Had Morris opted for a walk-through outdoors rather than the Tropicana Field practice, he would have lost a little of the anticipated practice time he had scheduled for starting quarterback Josh Freeman, who is returning from a thumb injury. Freeman practiced on Tuesday but then was held out of Wednesday's work to give his sore hand a little rest. On Thursday in the Trop, Freeman was back in the mix and once again throwing passes without any apparent difficulty.
"Josh looked good," said Morris. "That was part of it, too. You want to get him the speed days, get him out there and get him going. Part of the plan was for him to practice three times a week, once with the pads and two times with the helmets – full-tempo, full-speed. We really found a great plan for how to practice a quarterback.
"He did everything. No limited participation. He was out there going full-go, full-speed, full-bore. He's ready to go."
In fact, the entire team was able to take advantage of practicing in the Trop's cool climes. All 61 current Buccaneers (including the eight practice squad players) were cleared for practice and in action on Thursday. Freeman and three others – linebacker Niko Koutouvides (neck), defensive tackle Brian Price (hamstring) and wide receiver Maurice Stovall (ankle) – are still listed on the midweek injury report but all participated fully on Thursday.
Barring any setbacks over the next two days, the Buccaneers will thus be able to select their 45 active players on Sunday without having to consult the injury report.
"There are things you can't control, whether a helmet hits a thumb or not," said Morris. "But all the things that we can control, all the things that we have done, I believe we have the healthiest team that we can assemble at this point. Right now we're very fortunate where we are and how we're going to pick our team on Sunday."
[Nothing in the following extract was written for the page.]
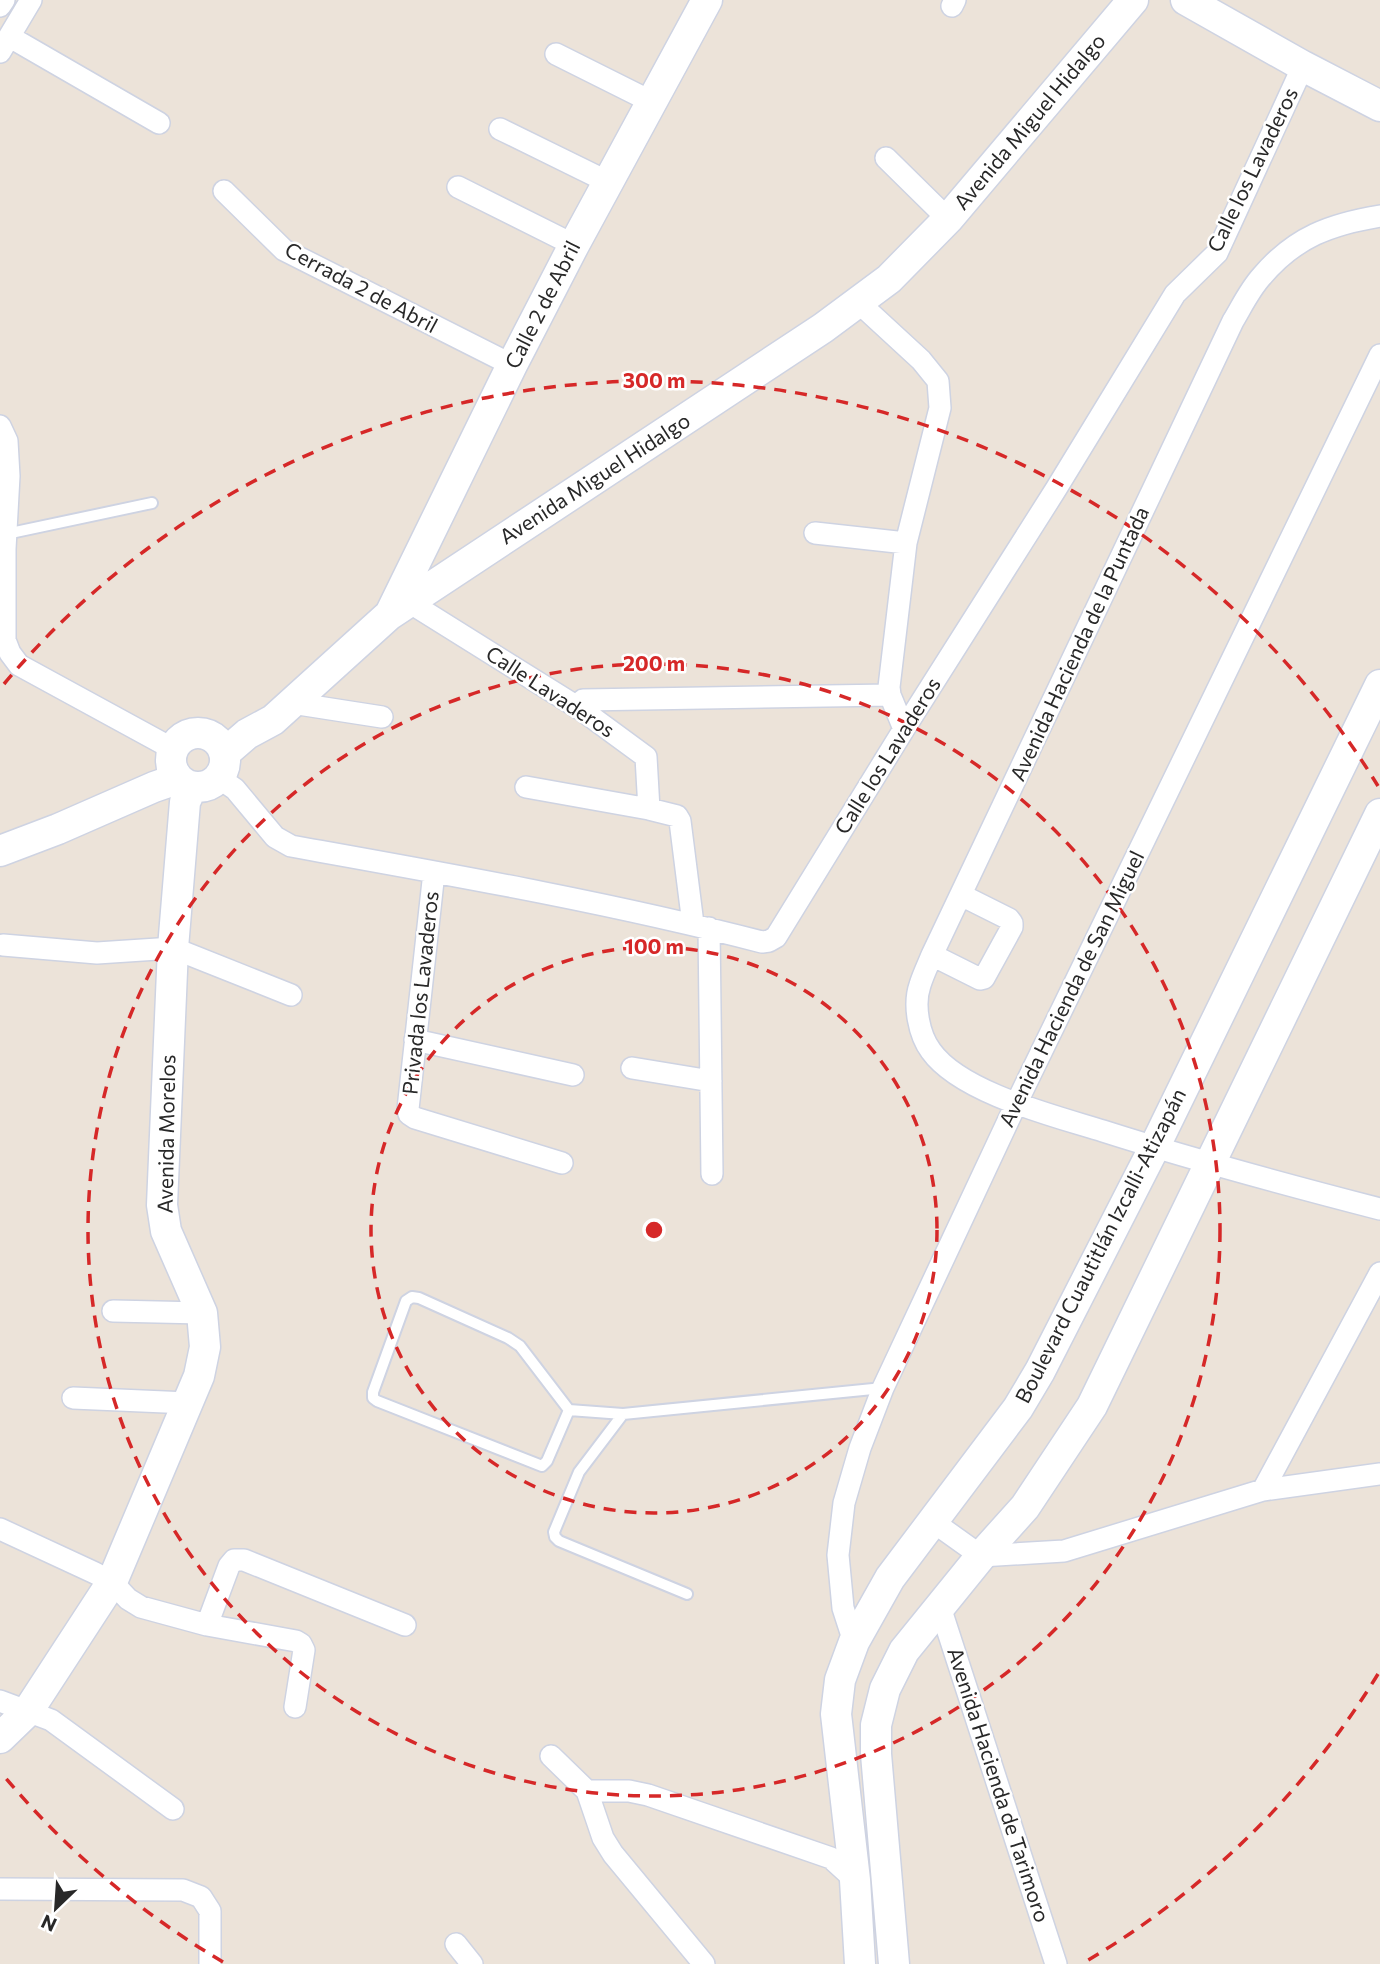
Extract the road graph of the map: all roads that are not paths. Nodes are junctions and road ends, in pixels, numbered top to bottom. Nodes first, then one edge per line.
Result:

The Browns submitted an updated injury report on Thursday, as well, and it included one player who had not been listed on Wednesday. Rookie guard Shawn Lauvao, who is listed behind starting right guard Floyd Womack on the Cleveland depth chart, did not practice on Thursday due to an ankle injury.
He joined linebacker D'Qwell Jackson (chest) and safety Nick Sorenson (head) on the sideline, and Jackson has already been ruled out for Sunday's game. For the other players on both teams' lists, game status designations will not be included until Friday's injury report.
Two Cleveland players did see their status improve on Thursday. Tight end Robert Royal (ankle) was limited on Wednesday but full-go on Thursday while linebacker David Bowens (knee) went from limited participation on Wednesday to fully off the report on Thursday.